今月は文楽劇場に行くかどうか迷っていたのだが、
先週の木曜、日経の夕刊で取り上げられていたのを見た。
それで行くことを決め、ネットで予約して
金曜の昼の部「加賀見山旧錦絵」を見ることにした。
「又助住家の段」
岩藤や尾上を巡る話はよく出るが、
「又助住家の段」が出るのは珍しいかな。
個人的に見るのは初めて。
前の段で又助は唆されて、浪人している主人の敵を討ったのだが、
実はそれが主君だった、ということを知らされる。
主人の手討ちに遭い、結果主人の帰参が適う、という話。
そこに主人のために身を売って金を作ろうとする嫁が絡む。
まあ、よくあるストーリーではある。
どこが「加賀見山」全体で岩藤や尾上に絡むのか、よく分からんな。
咲大夫の声は聞き易いが、穏やかで眠くなってしまった。
「草履打の段」
ここからは岩藤と尾上、お初を巡る話になる。
金の話をする商人が出てきて、最初「特に要らないのでは?」と感じたのだが、
その会話から尾上に対して「商人の娘」「下賎」といったところで
当てこすっていくんだな。
良く出来た流れ。
岩藤の松香大夫が憎憎しくて良い。
もう少し「今までから苛めている」慣れた感じも出ると尚良いか。
尾上の呂勢大夫も耐える作りが良かった。
人形はよく分からないのだが、
主遣いは兎も角、左や足に微妙な違和感があった。
動きのタイミングや高さが主と合っていない感じ。
「廊下の段」
お初の他の腰元衆との絡み、岩藤に苛められるところ。
その後岩藤がお家乗っ取りを企む侍と話をする場面になる。
英大夫は別に良いとも思えないなあ。
お初は勘十郎で、これも左と時にずれる。
「長局の段」
お初が尾上を迎えに行く。
長局で「忠臣蔵」を他所事にした諌め、
その後片や死を決意して用意し、片や案じつつ薬を煎じる。
お初が書を持って出たが、通行人の会話に不安堪らなく戻り、
尾上の死骸を抱えて泣き叫ぶ。
尾上の死を覚悟した動きと
不安を抱えつつ尾上の気を上げようとするお初の甲斐甲斐しい働き、
浄瑠璃、人形とも良かった。
源大夫はあまり好きではないのだが、
死を覚悟した澱みや沈鬱さが声質とも相俟ってよく出ていたと思う。
この段では、三味線の藤蔵が五月蝿く、耳障りだった。
掛け声、微妙に唸る声など、
ただでさえ聞きとり辛い源大夫の声が聞こえないではないか。
挙句何度も糸を切るようでは、何をか言わんや。
後の千歳との掛け合いは、まだしも、だが、
「女房役」であるべき三味線弾きが目立とうとしてどうする。
心根の入れ替えを期待。
お初の人形、女役だけど足があるんやね。
立役も女役もやる勘十郎であり、
豪快さと女らしさを上手く調和させていたと思う。
「奥庭の段」
お初と岩藤の立ち回り、
お初が岩藤を討った後で侍が入ってきて
「御家乗っ取り」の証拠の密書を受けてお初に「2代目尾上」を名乗らせる、というところ。

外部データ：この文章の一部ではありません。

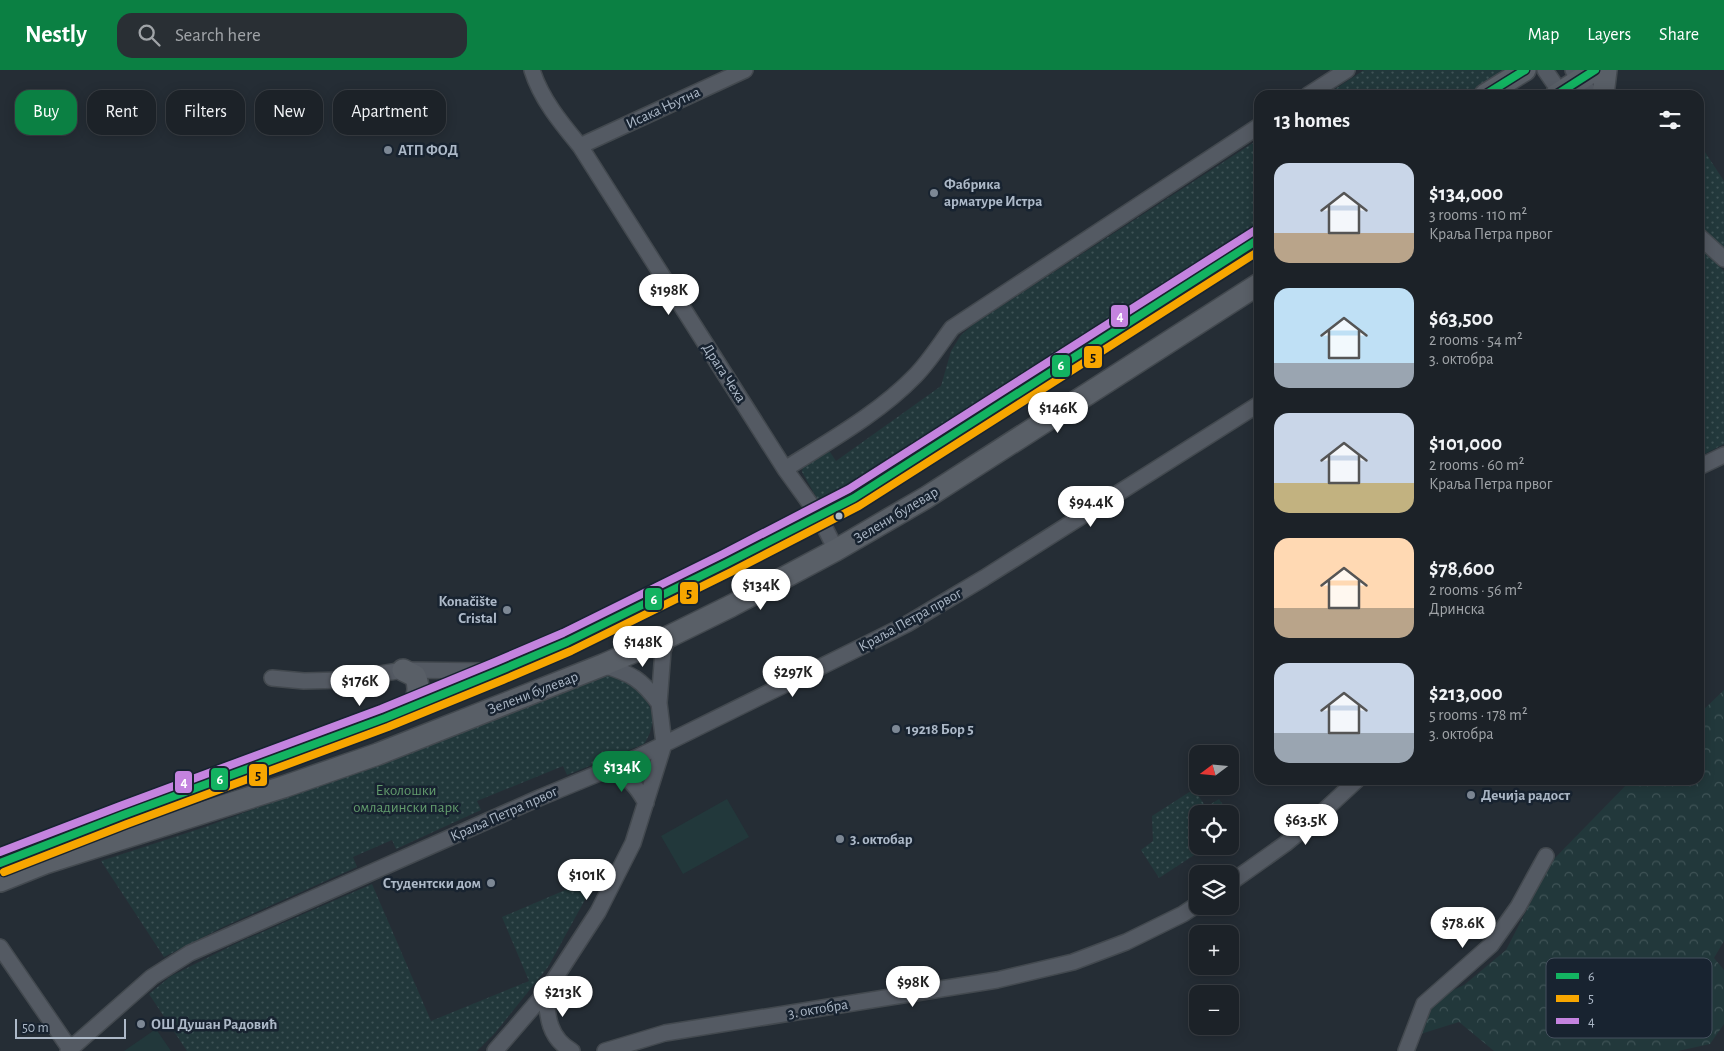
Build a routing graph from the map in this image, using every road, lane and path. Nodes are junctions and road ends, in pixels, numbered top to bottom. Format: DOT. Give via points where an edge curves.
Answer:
graph roads {
  1 [pos="532,70"];
  2 [pos="1347,70"];
  3 [pos="1525,70"];
  4 [pos="1545,70"];
  5 [pos="1606,70"];
  6 [pos="743,71"];
  7 [pos="1585,79"];
  8 [pos="1316,90"];
  9 [pos="1494,90"];
  10 [pos="1558,90"];
  11 [pos="1567,90"];
  12 [pos="1604,90"];
  13 [pos="1254,129"];
  14 [pos="580,146"];
  15 [pos="1704,241"];
  16 [pos="1254,242"];
  17 [pos="1724,259"];
  18 [pos="1254,287"];
  19 [pos="1254,407"];
  20 [pos="1724,454"];
  21 [pos="1704,464"];
  22 [pos="785,469"];
  23 [pos="819,516"];
  24 [pos="836,550"];
  25 [pos="668,637"];
  26 [pos="604,665"];
  27 [pos="403,670"];
  28 [pos="499,672"];
  29 [pos="272,678"];
  30 [pos="659,703"];
  31 [pos="414,706"];
  32 [pos="664,744"];
  33 [pos="610,770"];
  34 [pos="1352,785"];
  35 [pos="646,803"];
  36 [pos="1546,856"];
  37 [pos="0,863"];
  38 [pos="1239,876"];
  39 [pos="0,881"];
  40 [pos="1189,910"];
  41 [pos="0,947"];
  42 [pos="546,992"];
  43 [pos="69,1050"];
  44 [pos="495,1051"];
  45 [pos="572,1051"];
  46 [pos="605,1051"];
  47 [pos="1406,1051"];
  1 -- 14 [label="street, Драга Чеха" via="556,116"];
  2 -- 8 [label="street"];
  3 -- 9 [label="street"];
  4 -- 10 [label="street"];
  5 -- 12 [label="street"];
  6 -- 14 [label="street, Исака Њутна"];
  7 -- 11 [label="street"];
  13 -- 22 [label="street" via="952,328 916,375 888,401"];
  14 -- 22 [label="street, Драга Чеха"];
  15 -- 17 [label="street"];
  16 -- 23 [label="street" via="854,498"];
  18 -- 24 [label="street, Зелени булевар" via="927,497"];
  19 -- 32 [label="street, Краља Петра првог" via="907,624"];
  20 -- 21 [label="street"];
  22 -- 23 [label="street, Драга Чеха"];
  23 -- 24 [label="street, Драга Чеха"];
  23 -- 28 [label="street" via="567,642"];
  24 -- 25 [label="street, Зелени булевар"];
  25 -- 26 [label="street, Зелени булевар"];
  25 -- 30 [label="street" via="663,651"];
  26 -- 30 [label="street" via="631,675 645,685"];
  26 -- 39 [label="street, Зелени булевар" via="338,768 54,860"];
  27 -- 28 [label="street"];
  27 -- 29 [label="street" via="344,680"];
  27 -- 31 [label="street" via="415,676 419,684"];
  28 -- 31 [label="street"];
  30 -- 32 [label="street"];
  31 -- 37 [label="street"];
  32 -- 33 [label="street, Краља Петра првог"];
  32 -- 35 [label="street"];
  33 -- 35 [label="street" via="632,782"];
  33 -- 43 [label="street, Краља Петра првог" via="539,798 190,953 152,977"];
  34 -- 38 [label="street" via="1285,844"];
  35 -- 42 [label="street" via="632,843 598,912"];
  36 -- 47 [label="street" via="1518,907 1491,945 1424,1004"];
  40 -- 46 [label="street, 3. октобра" via="1126,942 1073,962 997,980 665,1033"];
  41 -- 43 [label="street"];
  42 -- 44 [label="street"];
  42 -- 45 [label="street" via="549,1025 557,1040"];
}
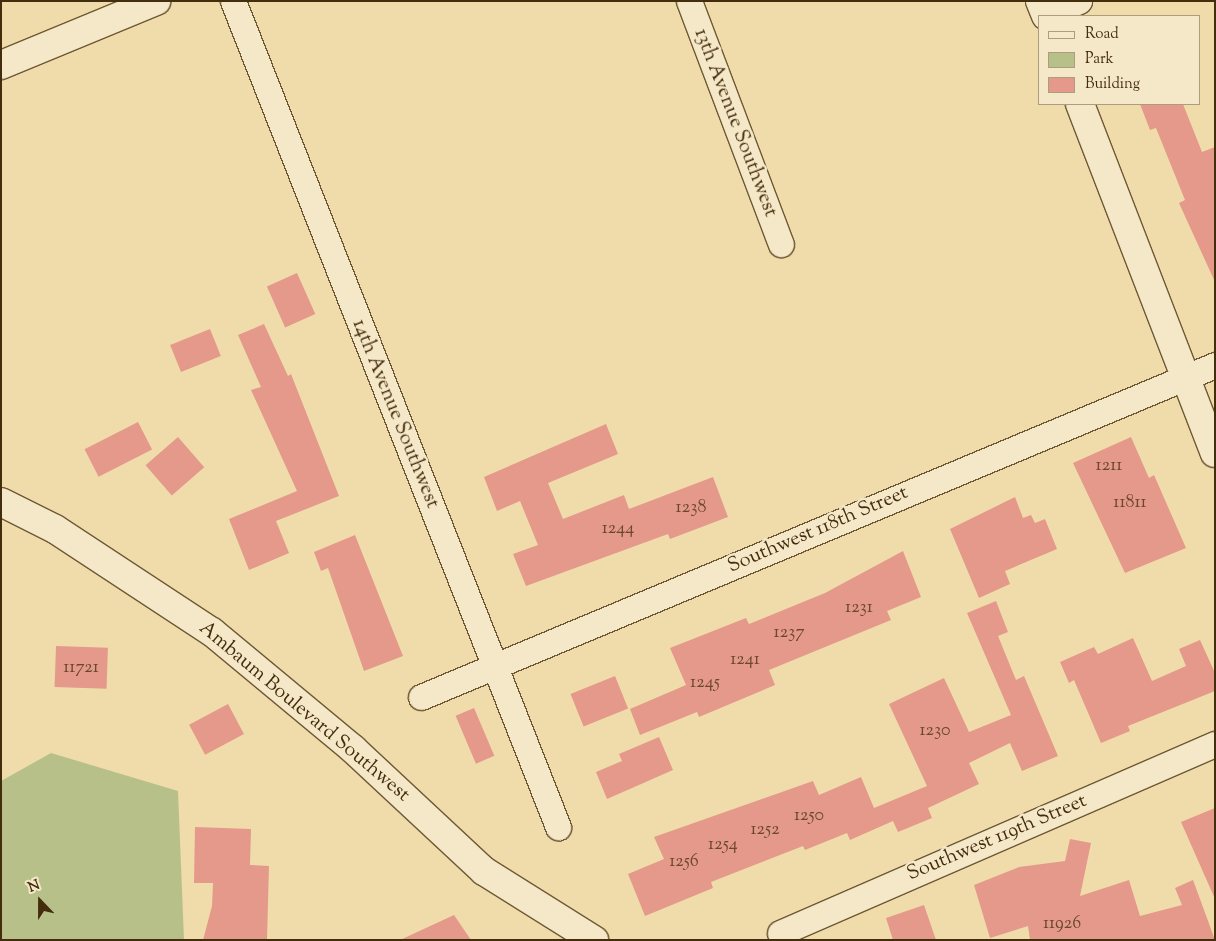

「長局の段」でお初が元々侍の娘である、という話もあるので、
そのお家再興、の意味もあるのか。
「再岩藤」を知っている身としては、
この「2代目尾上」に対して岩藤の亡霊が祟ろうとするのだな、と思ったり。
特に何も考えず、楽しく聞いていられた。
行くか行くまいか、と迷っていたが、
結果的には行って良かったと思う。
日経の「若手人形遣い」(和生、玉女など)を取り上げた記事に感謝。
ただ人形は主遣いだけでは深い表現はできない訳で、
昔「蓑助が綺麗だった」と言っても、そこには表に出ない左や足の奮闘がある。
この日は、左遣いや足遣いのレベルが落ちている、
あるいは主遣いと合わせての稽古不足では、と感じる部分が散見された。
現在のトップであろう顔ぶれの「帯屋」も見に行くかな。